When picking a school, it’s important to know yourself and work with your parents, counselor and anyone else involved in your treatment to choose a college that fits your interests, needs and any special requirements. Once you’ve selected a school, be realistic about your academic and social schedule. For instance, you might choose a less demanding class schedule your first few semesters, since freshman year can present many new — and potentially stressful — challenges.

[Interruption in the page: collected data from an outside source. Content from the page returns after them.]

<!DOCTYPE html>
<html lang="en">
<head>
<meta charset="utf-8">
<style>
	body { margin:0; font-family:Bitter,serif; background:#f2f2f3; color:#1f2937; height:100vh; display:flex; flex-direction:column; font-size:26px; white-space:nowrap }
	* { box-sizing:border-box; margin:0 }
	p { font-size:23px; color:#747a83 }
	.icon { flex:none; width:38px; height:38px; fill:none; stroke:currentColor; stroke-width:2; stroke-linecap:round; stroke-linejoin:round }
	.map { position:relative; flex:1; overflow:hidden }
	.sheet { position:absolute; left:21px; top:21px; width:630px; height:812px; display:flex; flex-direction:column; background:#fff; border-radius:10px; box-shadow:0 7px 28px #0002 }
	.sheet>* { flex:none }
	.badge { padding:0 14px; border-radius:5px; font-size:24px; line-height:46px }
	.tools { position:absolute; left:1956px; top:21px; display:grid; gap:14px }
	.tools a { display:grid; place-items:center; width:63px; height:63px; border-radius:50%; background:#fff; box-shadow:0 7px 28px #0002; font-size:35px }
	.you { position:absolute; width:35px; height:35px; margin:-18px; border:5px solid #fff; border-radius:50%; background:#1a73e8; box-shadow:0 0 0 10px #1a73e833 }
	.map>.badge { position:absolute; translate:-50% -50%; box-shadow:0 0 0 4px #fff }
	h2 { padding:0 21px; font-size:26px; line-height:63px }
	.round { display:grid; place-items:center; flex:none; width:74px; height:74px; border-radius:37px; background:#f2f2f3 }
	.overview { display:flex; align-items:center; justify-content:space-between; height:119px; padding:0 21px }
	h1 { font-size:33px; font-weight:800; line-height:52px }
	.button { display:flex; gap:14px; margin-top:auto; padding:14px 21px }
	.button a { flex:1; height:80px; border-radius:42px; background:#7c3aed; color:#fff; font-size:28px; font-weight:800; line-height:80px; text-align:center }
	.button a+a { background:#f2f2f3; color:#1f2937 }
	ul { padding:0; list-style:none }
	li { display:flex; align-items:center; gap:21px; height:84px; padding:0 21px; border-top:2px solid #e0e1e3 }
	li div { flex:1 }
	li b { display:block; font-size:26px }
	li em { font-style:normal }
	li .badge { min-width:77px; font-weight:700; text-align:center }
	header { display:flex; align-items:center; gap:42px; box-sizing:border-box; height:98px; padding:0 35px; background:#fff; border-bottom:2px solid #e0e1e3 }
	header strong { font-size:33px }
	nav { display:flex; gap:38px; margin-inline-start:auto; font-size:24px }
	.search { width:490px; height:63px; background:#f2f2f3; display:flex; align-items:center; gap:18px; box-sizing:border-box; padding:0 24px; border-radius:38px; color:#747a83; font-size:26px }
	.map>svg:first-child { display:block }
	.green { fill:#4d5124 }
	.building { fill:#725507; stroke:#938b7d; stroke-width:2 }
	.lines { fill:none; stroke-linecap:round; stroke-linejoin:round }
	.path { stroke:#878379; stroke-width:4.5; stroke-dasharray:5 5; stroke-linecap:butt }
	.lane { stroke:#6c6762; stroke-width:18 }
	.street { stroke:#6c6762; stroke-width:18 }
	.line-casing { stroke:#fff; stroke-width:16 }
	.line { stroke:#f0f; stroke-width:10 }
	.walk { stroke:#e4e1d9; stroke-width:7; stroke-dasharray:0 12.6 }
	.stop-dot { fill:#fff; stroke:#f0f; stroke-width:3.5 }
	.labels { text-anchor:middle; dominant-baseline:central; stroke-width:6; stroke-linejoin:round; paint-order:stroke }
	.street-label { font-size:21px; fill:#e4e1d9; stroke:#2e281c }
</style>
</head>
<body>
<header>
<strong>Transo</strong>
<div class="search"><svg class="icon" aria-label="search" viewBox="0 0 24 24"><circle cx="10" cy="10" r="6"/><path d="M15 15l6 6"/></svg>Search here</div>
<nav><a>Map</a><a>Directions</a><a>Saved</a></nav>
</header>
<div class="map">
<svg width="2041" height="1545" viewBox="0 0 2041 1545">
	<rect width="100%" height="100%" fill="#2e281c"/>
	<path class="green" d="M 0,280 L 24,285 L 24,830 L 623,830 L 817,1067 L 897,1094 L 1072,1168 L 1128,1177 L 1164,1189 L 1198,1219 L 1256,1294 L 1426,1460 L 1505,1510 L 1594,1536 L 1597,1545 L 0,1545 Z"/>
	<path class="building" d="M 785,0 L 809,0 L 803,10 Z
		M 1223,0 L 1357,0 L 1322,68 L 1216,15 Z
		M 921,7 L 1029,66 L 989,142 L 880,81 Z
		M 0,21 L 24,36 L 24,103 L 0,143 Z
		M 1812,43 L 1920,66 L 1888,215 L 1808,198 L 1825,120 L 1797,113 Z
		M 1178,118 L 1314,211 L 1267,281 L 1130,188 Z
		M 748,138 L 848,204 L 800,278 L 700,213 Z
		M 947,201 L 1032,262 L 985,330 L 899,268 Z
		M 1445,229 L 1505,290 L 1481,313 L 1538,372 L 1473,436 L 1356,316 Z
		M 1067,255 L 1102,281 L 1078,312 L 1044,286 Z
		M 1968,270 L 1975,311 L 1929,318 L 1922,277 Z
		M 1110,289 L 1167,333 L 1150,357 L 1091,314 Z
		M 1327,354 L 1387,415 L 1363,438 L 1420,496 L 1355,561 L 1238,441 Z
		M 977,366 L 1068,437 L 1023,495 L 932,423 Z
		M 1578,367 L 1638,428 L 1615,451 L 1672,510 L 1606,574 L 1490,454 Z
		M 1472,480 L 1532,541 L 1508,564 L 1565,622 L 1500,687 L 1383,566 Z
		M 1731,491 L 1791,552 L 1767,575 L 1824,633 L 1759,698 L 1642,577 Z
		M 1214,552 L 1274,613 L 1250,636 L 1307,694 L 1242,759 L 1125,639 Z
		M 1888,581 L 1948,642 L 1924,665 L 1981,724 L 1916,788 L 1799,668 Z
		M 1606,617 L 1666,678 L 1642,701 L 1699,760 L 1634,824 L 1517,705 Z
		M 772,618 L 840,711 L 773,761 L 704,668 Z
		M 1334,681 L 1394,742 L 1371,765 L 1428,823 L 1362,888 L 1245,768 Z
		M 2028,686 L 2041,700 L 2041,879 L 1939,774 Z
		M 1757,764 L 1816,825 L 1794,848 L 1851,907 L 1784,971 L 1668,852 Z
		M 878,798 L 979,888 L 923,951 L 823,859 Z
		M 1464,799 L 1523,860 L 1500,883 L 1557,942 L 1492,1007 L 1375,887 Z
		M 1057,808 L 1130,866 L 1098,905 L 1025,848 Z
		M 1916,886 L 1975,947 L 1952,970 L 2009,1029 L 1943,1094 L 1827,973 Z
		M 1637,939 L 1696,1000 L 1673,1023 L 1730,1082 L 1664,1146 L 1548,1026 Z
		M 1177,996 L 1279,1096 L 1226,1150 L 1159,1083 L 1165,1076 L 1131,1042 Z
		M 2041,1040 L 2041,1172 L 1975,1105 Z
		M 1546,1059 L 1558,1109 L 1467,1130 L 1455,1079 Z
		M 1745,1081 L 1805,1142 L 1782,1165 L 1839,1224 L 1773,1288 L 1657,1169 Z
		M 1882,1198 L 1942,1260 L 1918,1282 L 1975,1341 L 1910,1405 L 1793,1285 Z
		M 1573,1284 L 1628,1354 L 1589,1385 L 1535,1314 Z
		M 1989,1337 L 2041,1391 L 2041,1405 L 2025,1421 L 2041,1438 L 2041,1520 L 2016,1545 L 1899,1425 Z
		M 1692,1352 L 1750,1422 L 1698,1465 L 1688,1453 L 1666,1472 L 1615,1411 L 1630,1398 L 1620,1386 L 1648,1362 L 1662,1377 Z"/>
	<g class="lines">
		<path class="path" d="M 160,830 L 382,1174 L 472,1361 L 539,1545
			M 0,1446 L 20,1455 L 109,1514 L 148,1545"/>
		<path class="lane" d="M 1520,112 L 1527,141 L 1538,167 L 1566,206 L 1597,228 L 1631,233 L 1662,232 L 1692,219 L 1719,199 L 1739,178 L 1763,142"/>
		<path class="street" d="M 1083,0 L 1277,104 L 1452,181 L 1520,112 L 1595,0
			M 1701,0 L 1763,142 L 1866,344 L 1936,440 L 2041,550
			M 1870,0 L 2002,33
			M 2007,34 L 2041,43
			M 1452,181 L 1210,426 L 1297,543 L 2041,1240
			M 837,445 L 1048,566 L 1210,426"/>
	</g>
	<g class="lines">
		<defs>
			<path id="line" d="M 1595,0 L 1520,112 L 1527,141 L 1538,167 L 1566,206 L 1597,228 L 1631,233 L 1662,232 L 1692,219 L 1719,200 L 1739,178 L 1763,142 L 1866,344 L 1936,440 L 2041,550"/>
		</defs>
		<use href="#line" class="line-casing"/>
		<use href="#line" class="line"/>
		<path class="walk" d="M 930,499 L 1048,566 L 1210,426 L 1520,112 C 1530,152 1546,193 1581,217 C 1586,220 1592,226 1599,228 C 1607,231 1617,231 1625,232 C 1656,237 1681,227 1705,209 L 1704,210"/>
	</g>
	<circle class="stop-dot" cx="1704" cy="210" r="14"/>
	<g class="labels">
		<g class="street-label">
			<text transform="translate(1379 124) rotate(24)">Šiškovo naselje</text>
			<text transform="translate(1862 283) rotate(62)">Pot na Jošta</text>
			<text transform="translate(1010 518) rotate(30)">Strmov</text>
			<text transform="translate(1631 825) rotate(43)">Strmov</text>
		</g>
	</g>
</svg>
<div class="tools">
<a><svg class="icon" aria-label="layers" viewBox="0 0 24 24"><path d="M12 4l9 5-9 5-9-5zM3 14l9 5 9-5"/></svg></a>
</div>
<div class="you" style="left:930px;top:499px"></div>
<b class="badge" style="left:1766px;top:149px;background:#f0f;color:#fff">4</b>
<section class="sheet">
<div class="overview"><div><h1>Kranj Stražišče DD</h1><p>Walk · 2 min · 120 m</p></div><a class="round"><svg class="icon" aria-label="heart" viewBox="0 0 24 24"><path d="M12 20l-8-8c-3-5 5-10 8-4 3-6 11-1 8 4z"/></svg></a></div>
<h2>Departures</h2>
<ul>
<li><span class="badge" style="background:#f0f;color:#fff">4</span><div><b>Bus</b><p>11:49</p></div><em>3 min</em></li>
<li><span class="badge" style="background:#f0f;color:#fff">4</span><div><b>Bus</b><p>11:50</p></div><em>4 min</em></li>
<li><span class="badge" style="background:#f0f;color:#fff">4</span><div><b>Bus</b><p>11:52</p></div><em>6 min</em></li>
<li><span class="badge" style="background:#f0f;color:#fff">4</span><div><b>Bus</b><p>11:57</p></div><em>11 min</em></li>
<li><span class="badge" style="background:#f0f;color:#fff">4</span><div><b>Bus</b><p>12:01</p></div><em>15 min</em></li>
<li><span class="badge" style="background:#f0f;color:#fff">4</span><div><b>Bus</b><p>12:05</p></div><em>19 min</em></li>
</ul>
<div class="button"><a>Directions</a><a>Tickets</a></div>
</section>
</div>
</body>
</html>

Students who use campus counseling resources while at college are more likely to stay in school than students who do not use these services.
2. Find Support.
Once at college, you may be tempted to handle your emotional problem on your own. But, no matter how you’re feeling, it’s important to your overall well-being and academic success to find people and resources that can support you. Talk to your parents, mental health professionals and the school about your situation, so you can build a support network at your new school who can help you stay on track.
3. Have a Plan…and Plan for Setbacks.
College is a stressful time for all students. Dealing with mental health issues can make you even more susceptible to setbacks. Again, you can still enjoy a great college experience. What helps you thrive at school is to have a plan to deal with those setbacks. Create a plan for getting medical treatment when you need it, and for being safe if an emergency does occur.
Source used in this article: Turner, A. L. and Berry, T. R. (2000). Counseling center contributions to student retention and graduation: A longitudinal assessment. Journal of College Student Development.